Google Adsense Could Mean Death to Affiliate Programs


Google Adsense Could Mean Death to Affiliate Programs

The popular search engine, Google has introduced a dramatic new contextual advertising service called Adsense. This new program could mean death to affiliate programs on those web sites that qualify for the Adsense program. Why would Google advertising affect affiliate programs? Because Google is making Adsense ads available to smaller content rich sites.

Adsense dramatically simplifies the process of choosing appropriate advertising for sections of sites. Since it's all automatic with Adsense, I'm through with searching for affiliate programs to fit my content. It just doesn't pay enough to justify the effort in most cases. While I won't dump existing producers, I'm dropping those affiliate programs that don't produce like hot potatoes.

I've moved house often over the last few years and in that process have struggled to keep affiliate programs abreast of the latest contact and banking information. Several honest affiliate program managers have emailed me after getting my affiliate checks returned from previous snail mail addresses.

Adsense will resolve this issue for me as I needn't keep the hundreds of affiliate programs up-to-date on my latest mailing address and/or banking information - only Google Adsense. I'm dropping smaller unproductive affiliate programs.

Allan Gardyne of Associate Programs penned an interesting and insightful article on Adsense this past week where he mentions this as an issue and predicts the death of smaller or weaker affiliate programs.

I agree.

http://www.AssociatePrograms.com/search/adsense.shtml

Google Adsense simply requires the host site to paste in a few lines of HTML code on their pages where they want those ads to appear. Once Google has spidered your content pages, they can assess what those pages are about. Adsense serves a series of ads that match and compliment your page topics automatically without site owner participation!

I've been impressed how Adsense has performed for me in just the last week. I've actually enjoyed looking at my own sites to see what ads are served to match my content. WebSite101 demonstrates very well how Adsense works. If you visit the HTML tutorial, you see Adsense ads for web page editing software or web hosting. If you visit my email tutorial, you'll see Adsense ads for email broadcasting software and targeted email list broadcasting services. If you visit the Domain Name tutorial, you're served Adsense ads for Domain Registrars and web hosting. If you visit the Anti-Spam Tutorial, you get Adsense Ads for Spam Filtering Software.

http://www.website101.com/email_e-mail/
http://www.website101.com/HTML/
http://www.website101.com/Domain_Name
http://website101.com/SpamFilter/

You get the idea.

I like not having to mess with my own ad-serving software and twiddle with the rates and I absolutely LOVE not having to do any ad sales. I'm sold and wholeheartedly recommend Adsense to anyone with sufficient content to support it.
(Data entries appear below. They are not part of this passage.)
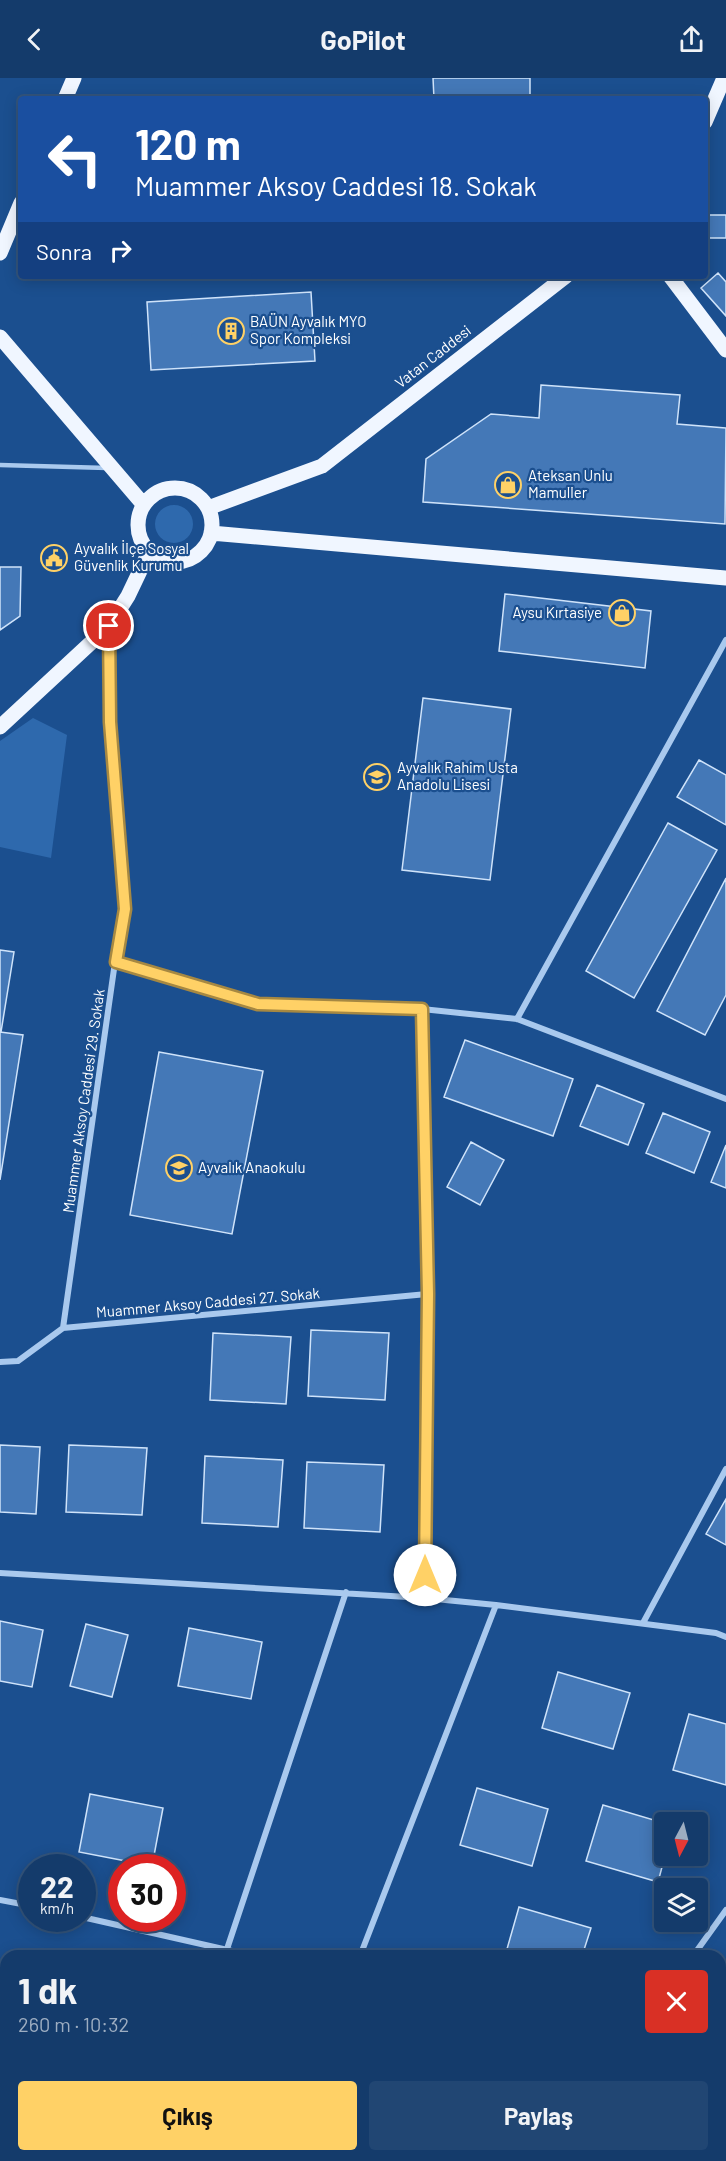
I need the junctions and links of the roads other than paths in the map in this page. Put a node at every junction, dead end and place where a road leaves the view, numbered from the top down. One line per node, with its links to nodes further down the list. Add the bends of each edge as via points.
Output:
1 (74, 78): 3 (main road)
2 (724, 78): 4 (main road)
3 (66, 96)
4 (708, 115)
5 (18, 210): 6 (main road)
6 (0, 253)
7 (562, 279): 14 (main road, Vatan Caddesi, via 322,466)
8 (672, 279): 10 (main road)
9 (0, 337): 12 (main road)
10 (726, 350)
11 (0, 465): 12 (lane)
12 (112, 468): 13 (main road)
13 (143, 504): 14 (main road, via 164,489 177,487 190,490); 16 (main road, via 137,529)
14 (208, 508): 15 (main road)
15 (211, 534): 16 (main road, via 206,546 186,561 172,562); 17 (main road)
16 (149, 552): 18 (main road)
17 (726, 578)
18 (109, 626): 20 (main road); 21 (street, Muammer Aksoy Caddesi 29. Sokak, via 110,722 125,909)
19 (726, 640): 23 (street)
20 (0, 727)
21 (116, 962): 22 (street, via 258,1004); 26 (street, Muammer Aksoy Caddesi 29. Sokak)
22 (422, 1009): 23 (street); 25 (street)
23 (517, 1019): 24 (street)
24 (726, 1099)
25 (428, 1294): 26 (street, Muammer Aksoy Caddesi 27. Sokak); 31 (street)
26 (63, 1329): 27 (street, Muammer Aksoy Caddesi 27. Sokak, via 18,1361)
27 (0, 1362)
28 (726, 1469): 33 (street)
29 (0, 1573): 30 (street)
30 (346, 1592): 31 (street); 39 (street)
31 (425, 1598): 32 (street)
32 (496, 1605): 33 (street); 41 (street)
33 (643, 1623): 34 (street)
34 (726, 1637)
35 (0, 1899): 36 (street)
36 (18, 1903)
37 (726, 1910): 42 (street)
38 (96, 1920): 39 (street)
39 (227, 1949): 40 (street)
40 (231, 1950)
41 (362, 1950)
42 (697, 1950)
I've got over 1000 pages of good solid content that I've built over the last 6 years. I've struggled in vain to get that content to pay by carefully choosing affiliate programs to fit neatly into dozens of topic areas. My two biggest producers have been software sales and health insurance referrals for small businesses. Those have been sporadic producers.

My biggest complaint is that I can't track what is producing clickthroughs. Google simply tells me clickthrough percentage, number of ad impressions per day and average earnings per clickthrough across all of my sites. That makes it very difficult to know where to concentrate my energy to produce additional revenue generating content. But it does seem to offer site owners incentive to maintain quality content and spread the ads across all content pages.

My privacy site runs a variety of HIPAA compliance ads, GLB compliance ads, and DoNotCall List Compliance ads. It seems the money in privacy is in charging large corporations to keep them within the letter of the law so they don't get sued for violations.

It is interesting to see my own site ads to know where the money is in PPC for each of the topic areas. Sometimes it's just not what you expect. I've got an article about Google's reverse phone lookup and how to get out of reverse phone lookup databases that is on the Privacy site and it sometimes shows ads about "low long distance rates". Clearly the keyphrase "Phone number" is triggering ads that are quite off target on this page.

While Adsense won't outperform my total affiliate income from the many programs spread across my sites, it WILL, if current trends continue, match my total affiliate income and therefore double advertising income!

The biggest benefit was the incentive to rebuild WebSite101, which got it's design in 1998. <embarrassed grin> I've needed to do that, but man is it tedious adapting all that content while maintaining page names and fitting it all back together with existing affiliate links and updating outdated stuff. Adsense gave me the incentive to do that by making my content finally pay for itself. It also gives me incentive to keep adding more relevant content.

I'm sold and wholeheartedly recommend Adsense to anyone with sufficient content to support it. While I won't dump existing affiliate program producers, I'm dropping those that don't produce clickthroughs and sales - fast - like hot potatoes.